::: DATA LISTING :::

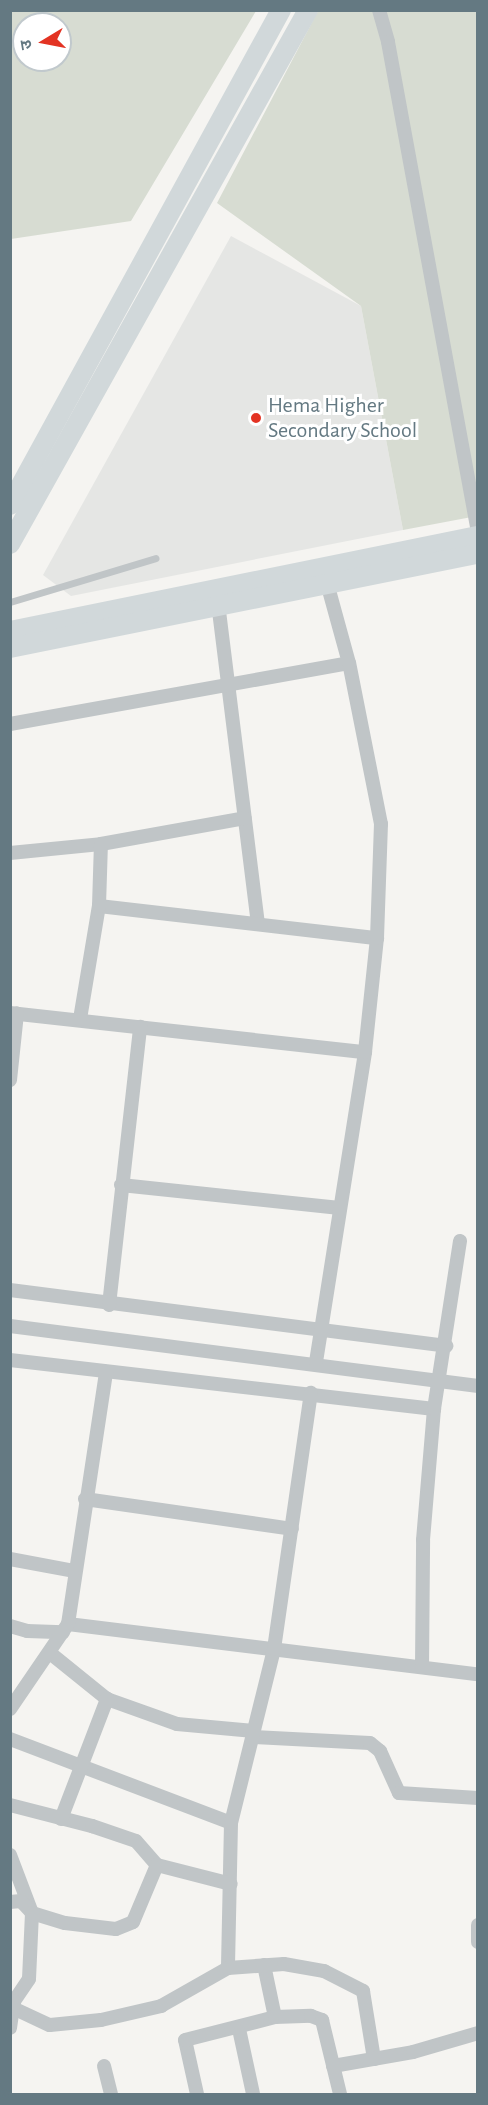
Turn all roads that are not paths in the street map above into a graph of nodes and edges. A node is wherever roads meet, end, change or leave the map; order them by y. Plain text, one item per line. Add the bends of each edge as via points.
1 (281, 10) edge
2 (308, 10) edge
3 (379, 10) edge
4 (10, 505) edge
5 (477, 531) edge
6 (477, 536) edge
7 (10, 544) edge
8 (477, 554) edge
9 (156, 558) dead end
10 (327, 583) junction
11 (10, 602) edge
12 (218, 603) junction
13 (10, 631) edge
14 (10, 648) edge
15 (349, 663) junction
16 (228, 682) junction
17 (10, 724) edge
18 (245, 818) junction
19 (101, 844) junction
20 (10, 853) edge
21 (99, 906) junction
22 (258, 922) junction
23 (376, 938) junction
24 (14, 1013) edge
25 (80, 1019) junction
26 (140, 1027) junction
27 (365, 1052) junction
28 (10, 1080) edge
29 (121, 1185) junction
30 (340, 1208) junction
31 (460, 1241) dead end
32 (10, 1290) edge
33 (109, 1305) junction
34 (10, 1326) edge
35 (322, 1329) junction
36 (446, 1346) junction
37 (10, 1360) edge
38 (316, 1362) junction
39 (106, 1372) junction
40 (440, 1378) junction
41 (477, 1386) edge
42 (311, 1393) junction
43 (434, 1409) junction
44 (85, 1499) junction
45 (292, 1529) junction
46 (10, 1559) edge
47 (75, 1571) junction
48 (10, 1626) edge
49 (66, 1628) junction
50 (274, 1649) junction
51 (50, 1653) junction
52 (422, 1667) junction
53 (477, 1674) edge
54 (106, 1699) junction
55 (12, 1707) edge
56 (253, 1734) junction
57 (10, 1739) edge
58 (83, 1756) junction
59 (477, 1798) edge
60 (10, 1805) edge
61 (234, 1813) junction
62 (61, 1819) junction
63 (10, 1855) edge
64 (157, 1864) junction
65 (231, 1884) junction
66 (10, 1902) edge
67 (32, 1913) junction
68 (477, 1925) edge
69 (477, 1942) edge
70 (264, 1965) junction
71 (228, 1968) junction
72 (13, 2004) edge
73 (275, 2017) junction
74 (10, 2028) edge
75 (239, 2029) junction
76 (471, 2032) edge
77 (374, 2059) junction
78 (104, 2066) dead end
79 (333, 2066) junction
80 (111, 2094) edge
81 (197, 2094) edge
82 (253, 2094) edge
83 (340, 2094) edge

1 - 4 street
2 - 7 street
3 - 5 street
6 - 13 street
8 - 10 street
9 - 11 lane
10 - 12 street
10 - 15 street
12 - 14 street
12 - 16 street
15 - 16 street
15 - 23 street via 381,824
16 - 17 street
16 - 18 street
18 - 19 street
18 - 22 street
19 - 20 street
19 - 21 street
21 - 22 street
21 - 25 street
22 - 23 street
23 - 27 street
24 - 25 street
24 - 28 street
25 - 26 street
26 - 27 street
26 - 29 street
27 - 30 street
29 - 30 street
29 - 33 street
30 - 35 street
31 - 36 street
32 - 33 street
33 - 35 street
34 - 38 street
35 - 36 street
35 - 38 street
36 - 40 street
37 - 39 street
38 - 40 street
39 - 42 street
39 - 44 street
40 - 41 street
40 - 43 street
42 - 43 street
42 - 45 street
43 - 52 street via 423,1540
44 - 45 street
44 - 47 street
45 - 50 street
46 - 47 street
47 - 49 street
48 - 49 street
49 - 50 street
49 - 51 street
50 - 52 street
50 - 56 street
51 - 54 street
51 - 55 street
52 - 53 street
54 - 56 street via 177,1724
54 - 58 street
56 - 59 street via 370,1743 380,1751 399,1793
56 - 61 street
57 - 58 street
58 - 61 street
58 - 62 street
60 - 62 street
61 - 65 street
62 - 64 street via 136,1841
63 - 67 street
64 - 65 street
64 - 67 street via 133,1922 116,1929 65,1923
65 - 71 street
66 - 67 street via 21,1901
67 - 72 street via 30,1974
68 - 69 street
70 - 71 street
70 - 73 street
70 - 77 street via 324,1971 363,1991
71 - 72 street via 161,2006 101,2020 50,2025
72 - 74 street
73 - 75 street
73 - 79 street via 311,2016 322,2020
75 - 81 street via 185,2040
75 - 82 street
76 - 77 street via 413,2052
77 - 79 street
78 - 80 street
79 - 83 street

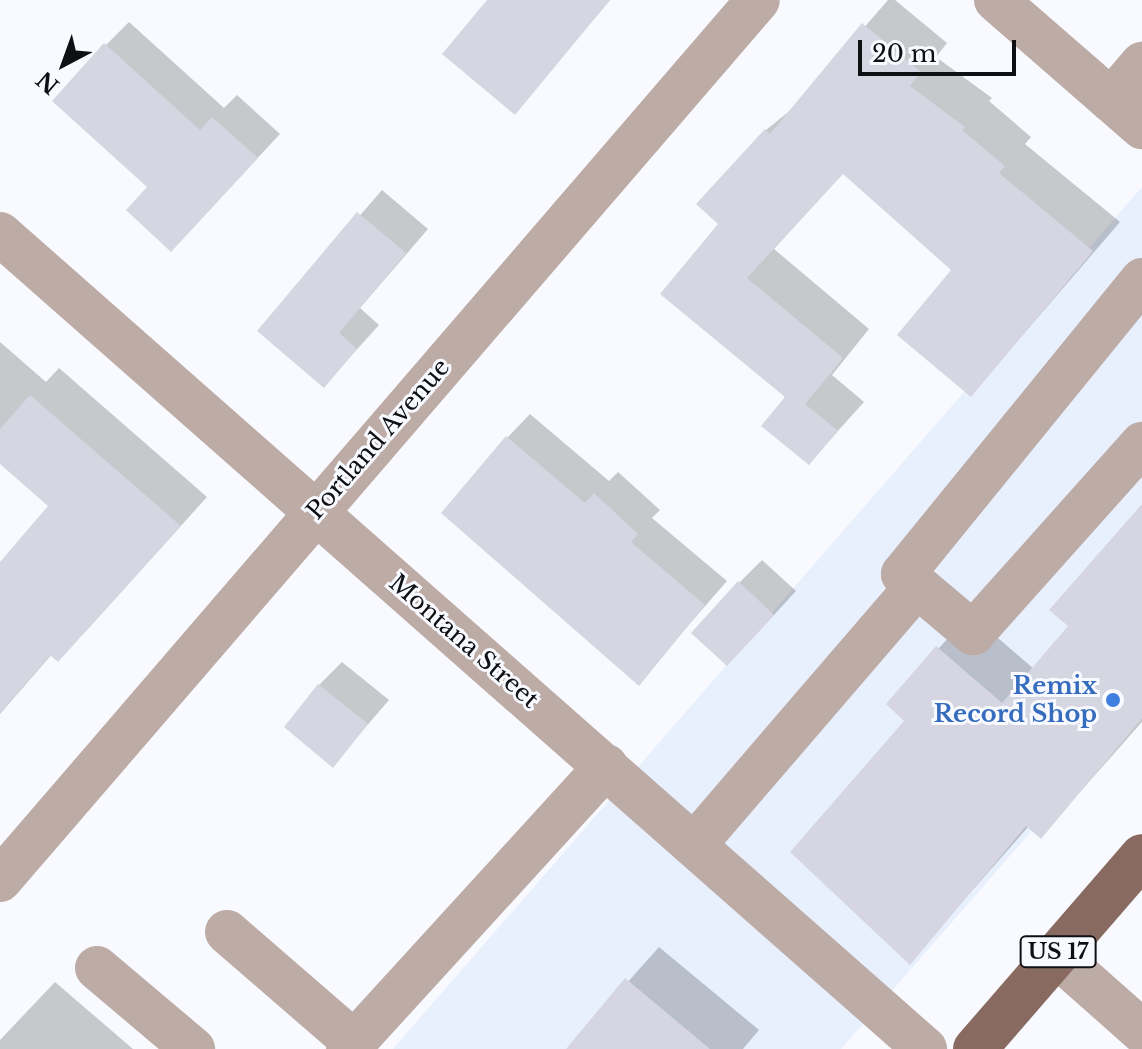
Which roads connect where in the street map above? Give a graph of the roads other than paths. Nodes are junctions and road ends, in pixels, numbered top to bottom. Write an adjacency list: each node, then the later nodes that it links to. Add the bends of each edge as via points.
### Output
1 (758, 0): 8 (street, Portland Avenue)
2 (996, 0): 4 (street)
3 (1142, 64): 4 (street)
4 (1126, 113)
5 (0, 234): 8 (street, Montana Street)
6 (1142, 280): 9 (street, via 903,574)
7 (1142, 444): 9 (street, via 973,633)
8 (316, 510): 10 (street, Montana Street); 13 (street, Portland Avenue)
9 (917, 586): 11 (street)
10 (606, 766): 11 (street, Montana Street); 18 (street)
11 (695, 844): 20 (street, Montana Street)
12 (1142, 856): 15 (main road, US 17)
13 (0, 880)
14 (227, 932): 18 (street)
15 (1056, 955): 17 (street); 21 (main road, US 17)
16 (97, 968): 19 (street)
17 (1142, 1031)
18 (351, 1046)
19 (193, 1049)
20 (925, 1049)
21 (975, 1049)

:::

- EXERCISE BRIEF -
Repeat the records exactly, without the pictures.

- SOLUTION -
Turn all roads that are not paths in the street map above into a graph of nodes and edges. A node is wherever roads meet, end, change or leave the map; order them by y. Plain text, one item per line. Add the bends of each edge as via points.
1 (281, 10) edge
2 (308, 10) edge
3 (379, 10) edge
4 (10, 505) edge
5 (477, 531) edge
6 (477, 536) edge
7 (10, 544) edge
8 (477, 554) edge
9 (156, 558) dead end
10 (327, 583) junction
11 (10, 602) edge
12 (218, 603) junction
13 (10, 631) edge
14 (10, 648) edge
15 (349, 663) junction
16 (228, 682) junction
17 (10, 724) edge
18 (245, 818) junction
19 (101, 844) junction
20 (10, 853) edge
21 (99, 906) junction
22 (258, 922) junction
23 (376, 938) junction
24 (14, 1013) edge
25 (80, 1019) junction
26 (140, 1027) junction
27 (365, 1052) junction
28 (10, 1080) edge
29 (121, 1185) junction
30 (340, 1208) junction
31 (460, 1241) dead end
32 (10, 1290) edge
33 (109, 1305) junction
34 (10, 1326) edge
35 (322, 1329) junction
36 (446, 1346) junction
37 (10, 1360) edge
38 (316, 1362) junction
39 (106, 1372) junction
40 (440, 1378) junction
41 (477, 1386) edge
42 (311, 1393) junction
43 (434, 1409) junction
44 (85, 1499) junction
45 (292, 1529) junction
46 (10, 1559) edge
47 (75, 1571) junction
48 (10, 1626) edge
49 (66, 1628) junction
50 (274, 1649) junction
51 (50, 1653) junction
52 (422, 1667) junction
53 (477, 1674) edge
54 (106, 1699) junction
55 (12, 1707) edge
56 (253, 1734) junction
57 (10, 1739) edge
58 (83, 1756) junction
59 (477, 1798) edge
60 (10, 1805) edge
61 (234, 1813) junction
62 (61, 1819) junction
63 (10, 1855) edge
64 (157, 1864) junction
65 (231, 1884) junction
66 (10, 1902) edge
67 (32, 1913) junction
68 (477, 1925) edge
69 (477, 1942) edge
70 (264, 1965) junction
71 (228, 1968) junction
72 (13, 2004) edge
73 (275, 2017) junction
74 (10, 2028) edge
75 (239, 2029) junction
76 (471, 2032) edge
77 (374, 2059) junction
78 (104, 2066) dead end
79 (333, 2066) junction
80 (111, 2094) edge
81 (197, 2094) edge
82 (253, 2094) edge
83 (340, 2094) edge

1 - 4 street
2 - 7 street
3 - 5 street
6 - 13 street
8 - 10 street
9 - 11 lane
10 - 12 street
10 - 15 street
12 - 14 street
12 - 16 street
15 - 16 street
15 - 23 street via 381,824
16 - 17 street
16 - 18 street
18 - 19 street
18 - 22 street
19 - 20 street
19 - 21 street
21 - 22 street
21 - 25 street
22 - 23 street
23 - 27 street
24 - 25 street
24 - 28 street
25 - 26 street
26 - 27 street
26 - 29 street
27 - 30 street
29 - 30 street
29 - 33 street
30 - 35 street
31 - 36 street
32 - 33 street
33 - 35 street
34 - 38 street
35 - 36 street
35 - 38 street
36 - 40 street
37 - 39 street
38 - 40 street
39 - 42 street
39 - 44 street
40 - 41 street
40 - 43 street
42 - 43 street
42 - 45 street
43 - 52 street via 423,1540
44 - 45 street
44 - 47 street
45 - 50 street
46 - 47 street
47 - 49 street
48 - 49 street
49 - 50 street
49 - 51 street
50 - 52 street
50 - 56 street
51 - 54 street
51 - 55 street
52 - 53 street
54 - 56 street via 177,1724
54 - 58 street
56 - 59 street via 370,1743 380,1751 399,1793
56 - 61 street
57 - 58 street
58 - 61 street
58 - 62 street
60 - 62 street
61 - 65 street
62 - 64 street via 136,1841
63 - 67 street
64 - 65 street
64 - 67 street via 133,1922 116,1929 65,1923
65 - 71 street
66 - 67 street via 21,1901
67 - 72 street via 30,1974
68 - 69 street
70 - 71 street
70 - 73 street
70 - 77 street via 324,1971 363,1991
71 - 72 street via 161,2006 101,2020 50,2025
72 - 74 street
73 - 75 street
73 - 79 street via 311,2016 322,2020
75 - 81 street via 185,2040
75 - 82 street
76 - 77 street via 413,2052
77 - 79 street
78 - 80 street
79 - 83 street

Which roads connect where in the street map above? Give a graph of the roads other than paths. Nodes are junctions and road ends, in pixels, numbered top to bottom. Write an adjacency list: each node, then the later nodes that it links to. Add the bends of each edge as via points.
### Output
1 (758, 0): 8 (street, Portland Avenue)
2 (996, 0): 4 (street)
3 (1142, 64): 4 (street)
4 (1126, 113)
5 (0, 234): 8 (street, Montana Street)
6 (1142, 280): 9 (street, via 903,574)
7 (1142, 444): 9 (street, via 973,633)
8 (316, 510): 10 (street, Montana Street); 13 (street, Portland Avenue)
9 (917, 586): 11 (street)
10 (606, 766): 11 (street, Montana Street); 18 (street)
11 (695, 844): 20 (street, Montana Street)
12 (1142, 856): 15 (main road, US 17)
13 (0, 880)
14 (227, 932): 18 (street)
15 (1056, 955): 17 (street); 21 (main road, US 17)
16 (97, 968): 19 (street)
17 (1142, 1031)
18 (351, 1046)
19 (193, 1049)
20 (925, 1049)
21 (975, 1049)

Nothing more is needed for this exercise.